» **ASSIGNMENT**: Beginning with the line that contains "thumb ip: (364, 283)", return every line down to the last one in the material below, exactly and with no others.
** SUPPLIED RECORDS follows **
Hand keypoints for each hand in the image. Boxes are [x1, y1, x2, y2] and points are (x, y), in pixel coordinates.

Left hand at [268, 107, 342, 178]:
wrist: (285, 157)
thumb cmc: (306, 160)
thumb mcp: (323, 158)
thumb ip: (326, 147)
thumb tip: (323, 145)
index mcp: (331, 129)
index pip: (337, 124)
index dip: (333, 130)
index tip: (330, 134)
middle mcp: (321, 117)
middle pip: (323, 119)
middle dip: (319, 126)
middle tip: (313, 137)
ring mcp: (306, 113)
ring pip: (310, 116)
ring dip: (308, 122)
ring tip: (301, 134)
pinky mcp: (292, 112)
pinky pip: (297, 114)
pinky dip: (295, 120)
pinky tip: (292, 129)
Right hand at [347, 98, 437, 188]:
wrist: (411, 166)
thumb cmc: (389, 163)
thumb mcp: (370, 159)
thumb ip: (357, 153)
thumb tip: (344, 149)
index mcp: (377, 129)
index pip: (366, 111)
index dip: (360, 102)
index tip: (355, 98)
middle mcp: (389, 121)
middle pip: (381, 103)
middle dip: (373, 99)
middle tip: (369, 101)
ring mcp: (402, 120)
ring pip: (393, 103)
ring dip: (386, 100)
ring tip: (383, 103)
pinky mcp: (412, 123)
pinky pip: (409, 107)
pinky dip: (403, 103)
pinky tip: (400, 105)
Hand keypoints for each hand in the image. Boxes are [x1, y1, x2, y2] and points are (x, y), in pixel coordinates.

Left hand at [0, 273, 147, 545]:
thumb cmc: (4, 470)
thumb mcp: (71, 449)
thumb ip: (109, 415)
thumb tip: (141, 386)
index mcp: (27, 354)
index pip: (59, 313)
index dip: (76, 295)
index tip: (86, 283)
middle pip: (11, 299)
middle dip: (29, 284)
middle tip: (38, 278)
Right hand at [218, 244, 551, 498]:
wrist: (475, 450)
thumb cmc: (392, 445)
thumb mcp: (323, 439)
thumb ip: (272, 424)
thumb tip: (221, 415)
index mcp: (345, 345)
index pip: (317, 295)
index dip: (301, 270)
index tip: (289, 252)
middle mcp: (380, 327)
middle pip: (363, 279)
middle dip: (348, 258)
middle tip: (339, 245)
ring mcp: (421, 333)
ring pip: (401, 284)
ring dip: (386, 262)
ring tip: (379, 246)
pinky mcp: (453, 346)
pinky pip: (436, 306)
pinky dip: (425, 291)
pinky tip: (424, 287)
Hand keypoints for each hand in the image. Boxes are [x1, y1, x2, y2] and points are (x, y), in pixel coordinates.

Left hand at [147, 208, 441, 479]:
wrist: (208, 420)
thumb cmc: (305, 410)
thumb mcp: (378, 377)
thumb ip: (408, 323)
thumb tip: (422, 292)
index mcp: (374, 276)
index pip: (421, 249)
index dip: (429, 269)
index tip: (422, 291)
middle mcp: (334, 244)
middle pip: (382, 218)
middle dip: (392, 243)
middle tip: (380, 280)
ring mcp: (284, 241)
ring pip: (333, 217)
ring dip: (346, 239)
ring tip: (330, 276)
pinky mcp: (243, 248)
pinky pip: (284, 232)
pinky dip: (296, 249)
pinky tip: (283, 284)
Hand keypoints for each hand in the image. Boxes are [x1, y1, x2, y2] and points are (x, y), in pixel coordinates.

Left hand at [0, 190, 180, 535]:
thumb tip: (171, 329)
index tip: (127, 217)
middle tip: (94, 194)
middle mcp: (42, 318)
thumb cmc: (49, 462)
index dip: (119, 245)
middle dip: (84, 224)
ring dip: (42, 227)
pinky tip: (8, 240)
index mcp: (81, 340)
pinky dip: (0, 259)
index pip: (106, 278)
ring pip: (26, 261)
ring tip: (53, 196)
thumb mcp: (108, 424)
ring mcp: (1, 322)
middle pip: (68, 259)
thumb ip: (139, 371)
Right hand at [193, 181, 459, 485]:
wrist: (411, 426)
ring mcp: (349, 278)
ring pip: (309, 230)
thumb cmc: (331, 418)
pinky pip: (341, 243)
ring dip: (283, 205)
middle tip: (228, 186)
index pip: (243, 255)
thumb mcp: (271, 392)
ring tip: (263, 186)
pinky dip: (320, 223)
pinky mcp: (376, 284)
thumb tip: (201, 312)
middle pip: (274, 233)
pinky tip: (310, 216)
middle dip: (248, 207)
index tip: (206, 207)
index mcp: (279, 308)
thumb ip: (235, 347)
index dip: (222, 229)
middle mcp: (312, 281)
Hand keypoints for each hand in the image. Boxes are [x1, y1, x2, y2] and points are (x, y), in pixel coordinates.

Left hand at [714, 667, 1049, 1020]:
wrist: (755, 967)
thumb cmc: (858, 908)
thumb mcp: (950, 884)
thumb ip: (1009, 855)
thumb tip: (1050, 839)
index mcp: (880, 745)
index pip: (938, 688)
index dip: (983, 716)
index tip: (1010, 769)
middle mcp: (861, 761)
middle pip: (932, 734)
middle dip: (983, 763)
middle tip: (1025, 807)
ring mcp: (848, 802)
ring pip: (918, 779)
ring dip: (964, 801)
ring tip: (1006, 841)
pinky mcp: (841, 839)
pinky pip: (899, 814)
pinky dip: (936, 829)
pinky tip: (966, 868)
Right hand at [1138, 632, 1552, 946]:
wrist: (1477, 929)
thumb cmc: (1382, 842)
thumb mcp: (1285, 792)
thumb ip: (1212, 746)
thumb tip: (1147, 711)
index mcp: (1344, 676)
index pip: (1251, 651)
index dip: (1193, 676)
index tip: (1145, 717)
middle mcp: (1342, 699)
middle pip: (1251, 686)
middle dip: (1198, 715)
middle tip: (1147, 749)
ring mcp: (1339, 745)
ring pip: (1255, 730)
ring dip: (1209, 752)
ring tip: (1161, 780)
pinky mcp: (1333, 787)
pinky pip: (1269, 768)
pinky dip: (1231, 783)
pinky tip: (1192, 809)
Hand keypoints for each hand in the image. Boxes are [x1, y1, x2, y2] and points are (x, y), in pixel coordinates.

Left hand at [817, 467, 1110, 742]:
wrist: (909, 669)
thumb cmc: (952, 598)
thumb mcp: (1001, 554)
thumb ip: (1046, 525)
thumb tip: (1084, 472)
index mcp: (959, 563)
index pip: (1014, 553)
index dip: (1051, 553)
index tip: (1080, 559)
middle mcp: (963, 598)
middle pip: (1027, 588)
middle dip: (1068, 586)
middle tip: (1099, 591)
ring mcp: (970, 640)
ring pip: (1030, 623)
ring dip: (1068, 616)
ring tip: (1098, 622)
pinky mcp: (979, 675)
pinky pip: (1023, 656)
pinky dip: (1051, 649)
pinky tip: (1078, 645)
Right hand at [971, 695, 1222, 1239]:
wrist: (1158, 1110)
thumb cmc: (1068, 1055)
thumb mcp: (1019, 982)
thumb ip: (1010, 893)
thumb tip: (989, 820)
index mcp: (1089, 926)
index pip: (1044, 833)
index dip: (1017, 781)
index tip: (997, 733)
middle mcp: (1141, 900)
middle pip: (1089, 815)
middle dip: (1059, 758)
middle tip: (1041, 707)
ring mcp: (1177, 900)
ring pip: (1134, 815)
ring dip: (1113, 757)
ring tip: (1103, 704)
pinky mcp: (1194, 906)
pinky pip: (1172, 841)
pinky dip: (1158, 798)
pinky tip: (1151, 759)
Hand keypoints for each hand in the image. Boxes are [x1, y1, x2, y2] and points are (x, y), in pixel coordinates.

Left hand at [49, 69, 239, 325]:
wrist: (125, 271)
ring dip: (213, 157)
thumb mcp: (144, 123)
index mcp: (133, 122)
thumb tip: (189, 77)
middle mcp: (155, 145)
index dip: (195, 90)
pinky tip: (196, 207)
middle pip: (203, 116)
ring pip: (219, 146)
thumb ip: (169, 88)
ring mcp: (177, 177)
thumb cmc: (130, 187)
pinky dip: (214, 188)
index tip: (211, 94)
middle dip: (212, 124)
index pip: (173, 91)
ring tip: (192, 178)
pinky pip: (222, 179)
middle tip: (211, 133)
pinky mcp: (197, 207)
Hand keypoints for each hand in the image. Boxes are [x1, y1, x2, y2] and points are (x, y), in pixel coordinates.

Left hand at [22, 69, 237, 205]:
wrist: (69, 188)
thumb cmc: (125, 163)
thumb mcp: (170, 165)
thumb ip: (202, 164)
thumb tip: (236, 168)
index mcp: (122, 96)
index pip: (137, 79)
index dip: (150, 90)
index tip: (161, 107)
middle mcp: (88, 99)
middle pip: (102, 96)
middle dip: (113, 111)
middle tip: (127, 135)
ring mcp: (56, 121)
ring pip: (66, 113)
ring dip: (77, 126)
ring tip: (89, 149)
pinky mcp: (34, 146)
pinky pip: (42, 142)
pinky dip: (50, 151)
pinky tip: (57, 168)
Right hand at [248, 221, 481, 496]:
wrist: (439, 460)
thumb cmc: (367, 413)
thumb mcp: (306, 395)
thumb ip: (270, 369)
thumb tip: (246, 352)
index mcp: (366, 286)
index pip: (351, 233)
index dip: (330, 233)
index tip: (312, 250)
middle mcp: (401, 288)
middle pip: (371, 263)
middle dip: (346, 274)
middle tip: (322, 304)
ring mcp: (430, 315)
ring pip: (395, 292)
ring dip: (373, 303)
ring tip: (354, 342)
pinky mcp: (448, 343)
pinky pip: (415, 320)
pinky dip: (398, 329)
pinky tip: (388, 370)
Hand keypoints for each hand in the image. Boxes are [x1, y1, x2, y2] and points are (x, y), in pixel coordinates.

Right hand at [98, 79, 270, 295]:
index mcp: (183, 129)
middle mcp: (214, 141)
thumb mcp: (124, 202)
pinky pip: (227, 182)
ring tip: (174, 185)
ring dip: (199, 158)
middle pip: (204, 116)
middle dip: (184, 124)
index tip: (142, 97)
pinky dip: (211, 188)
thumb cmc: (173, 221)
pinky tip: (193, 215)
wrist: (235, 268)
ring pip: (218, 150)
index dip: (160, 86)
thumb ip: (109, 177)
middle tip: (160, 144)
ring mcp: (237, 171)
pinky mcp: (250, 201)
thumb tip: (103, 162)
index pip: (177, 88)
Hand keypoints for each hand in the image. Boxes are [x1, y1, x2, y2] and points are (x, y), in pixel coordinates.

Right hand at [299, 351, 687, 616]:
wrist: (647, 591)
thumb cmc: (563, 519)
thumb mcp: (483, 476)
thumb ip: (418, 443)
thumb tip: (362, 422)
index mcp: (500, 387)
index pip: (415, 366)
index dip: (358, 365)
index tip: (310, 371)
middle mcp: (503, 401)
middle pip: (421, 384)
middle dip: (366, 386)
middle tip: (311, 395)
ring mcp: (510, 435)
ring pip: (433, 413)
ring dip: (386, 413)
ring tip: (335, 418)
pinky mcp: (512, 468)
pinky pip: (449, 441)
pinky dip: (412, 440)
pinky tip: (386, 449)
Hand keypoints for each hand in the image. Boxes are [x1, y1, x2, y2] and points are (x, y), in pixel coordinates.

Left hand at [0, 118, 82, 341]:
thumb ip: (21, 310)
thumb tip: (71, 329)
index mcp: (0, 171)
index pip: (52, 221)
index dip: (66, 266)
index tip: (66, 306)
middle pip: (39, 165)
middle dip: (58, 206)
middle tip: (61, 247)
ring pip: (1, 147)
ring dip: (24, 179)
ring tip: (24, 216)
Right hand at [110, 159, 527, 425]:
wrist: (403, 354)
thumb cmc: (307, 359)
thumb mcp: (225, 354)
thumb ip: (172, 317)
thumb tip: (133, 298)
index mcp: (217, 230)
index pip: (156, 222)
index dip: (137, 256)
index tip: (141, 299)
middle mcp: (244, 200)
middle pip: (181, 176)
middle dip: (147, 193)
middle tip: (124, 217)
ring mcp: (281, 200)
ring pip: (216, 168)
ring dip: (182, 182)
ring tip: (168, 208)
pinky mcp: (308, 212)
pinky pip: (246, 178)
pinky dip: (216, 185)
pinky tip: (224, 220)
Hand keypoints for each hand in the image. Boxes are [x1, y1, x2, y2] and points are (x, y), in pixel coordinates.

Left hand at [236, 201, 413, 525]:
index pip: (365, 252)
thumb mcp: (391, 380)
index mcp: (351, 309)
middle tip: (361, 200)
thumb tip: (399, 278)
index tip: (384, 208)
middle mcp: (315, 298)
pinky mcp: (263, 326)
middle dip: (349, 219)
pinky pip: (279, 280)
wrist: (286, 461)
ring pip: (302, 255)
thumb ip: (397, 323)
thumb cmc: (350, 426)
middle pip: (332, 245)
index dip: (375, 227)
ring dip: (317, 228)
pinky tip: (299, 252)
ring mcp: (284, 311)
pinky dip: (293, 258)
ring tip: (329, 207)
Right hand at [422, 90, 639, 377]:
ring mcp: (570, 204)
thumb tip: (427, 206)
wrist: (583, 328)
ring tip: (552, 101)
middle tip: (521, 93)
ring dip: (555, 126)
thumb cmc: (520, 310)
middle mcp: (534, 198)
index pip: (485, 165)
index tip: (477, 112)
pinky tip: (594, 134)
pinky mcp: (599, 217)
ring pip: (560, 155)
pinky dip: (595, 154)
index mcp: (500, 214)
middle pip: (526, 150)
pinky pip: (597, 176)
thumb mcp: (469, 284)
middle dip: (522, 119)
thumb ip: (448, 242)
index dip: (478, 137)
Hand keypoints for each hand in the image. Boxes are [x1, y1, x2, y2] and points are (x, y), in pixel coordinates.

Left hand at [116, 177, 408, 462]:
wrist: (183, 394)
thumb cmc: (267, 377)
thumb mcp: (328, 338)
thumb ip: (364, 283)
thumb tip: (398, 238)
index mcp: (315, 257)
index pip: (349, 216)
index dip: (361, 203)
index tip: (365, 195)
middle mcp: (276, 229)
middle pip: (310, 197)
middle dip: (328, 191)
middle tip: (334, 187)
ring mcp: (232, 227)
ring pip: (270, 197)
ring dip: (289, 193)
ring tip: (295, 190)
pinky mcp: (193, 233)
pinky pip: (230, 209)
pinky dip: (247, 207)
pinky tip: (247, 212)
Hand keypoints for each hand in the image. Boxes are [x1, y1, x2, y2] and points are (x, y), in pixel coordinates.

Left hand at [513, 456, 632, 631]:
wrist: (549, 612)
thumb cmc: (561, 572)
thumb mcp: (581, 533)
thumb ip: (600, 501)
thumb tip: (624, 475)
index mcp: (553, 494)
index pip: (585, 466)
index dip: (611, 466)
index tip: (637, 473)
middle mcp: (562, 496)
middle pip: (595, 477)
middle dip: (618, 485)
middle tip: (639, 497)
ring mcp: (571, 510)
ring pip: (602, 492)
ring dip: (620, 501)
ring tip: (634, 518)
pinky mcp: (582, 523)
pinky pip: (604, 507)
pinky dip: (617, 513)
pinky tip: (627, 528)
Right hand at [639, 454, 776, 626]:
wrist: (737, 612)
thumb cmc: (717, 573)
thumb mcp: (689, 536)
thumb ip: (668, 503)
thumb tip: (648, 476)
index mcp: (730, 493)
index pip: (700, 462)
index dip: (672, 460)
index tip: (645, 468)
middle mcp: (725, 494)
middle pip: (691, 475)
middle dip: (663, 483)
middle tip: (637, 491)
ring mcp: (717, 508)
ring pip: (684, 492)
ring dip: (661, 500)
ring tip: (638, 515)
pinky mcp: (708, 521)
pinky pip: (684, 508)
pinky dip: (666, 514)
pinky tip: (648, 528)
** End of SUPPLIED RECORDS **
» **EXERCISE OUTPUT**:
thumb ip: (364, 283)
thumb tip: (398, 238)
index mcp: (315, 257)
index pip: (349, 216)
index dip: (361, 203)
index tip: (365, 195)
middle mcp: (276, 229)
middle pip: (310, 197)
middle dip: (328, 191)
middle tip: (334, 187)
ring mcp: (232, 227)
ring pip: (270, 197)
ring dip: (289, 193)
ring tip: (295, 190)
pinky mcp: (193, 233)
pinky pip: (230, 209)
pinky dip: (247, 207)
pinky tip: (247, 212)
Hand keypoints for each hand in the image. Boxes are [x1, y1, x2, y2] and points are (x, y), in pixel coordinates.

Left hand at [513, 456, 632, 631]:
wrist: (549, 612)
thumb cmc: (561, 572)
thumb mcp: (581, 533)
thumb ip: (600, 501)
thumb tip: (624, 475)
index mcp: (553, 494)
index pip: (585, 466)
index dip: (611, 466)
index tip: (637, 473)
middle mcp: (562, 496)
middle pip: (595, 477)
middle dip: (618, 485)
middle tip: (639, 497)
ring mcp: (571, 510)
ring pip: (602, 492)
ring dip: (620, 501)
ring tip: (634, 518)
pinky mcp: (582, 523)
pinky pip: (604, 507)
pinky dip: (617, 513)
pinky tip: (627, 528)
Right hand at [639, 454, 776, 626]:
wrist: (737, 612)
thumb cmc: (717, 573)
thumb mcp: (689, 536)
thumb ip: (668, 503)
thumb tip: (648, 476)
index mcp: (730, 493)
index pip: (700, 462)
index dip: (672, 460)
index tip: (645, 468)
middle mcp: (725, 494)
middle pip: (691, 475)
middle dip: (663, 483)
middle tip: (637, 491)
ring mcp: (717, 508)
ring pip: (684, 492)
ring dip: (661, 500)
ring tip: (638, 515)
pinky mcp: (708, 521)
pinky pip: (684, 508)
pinky dip: (666, 514)
pinky tip: (648, 528)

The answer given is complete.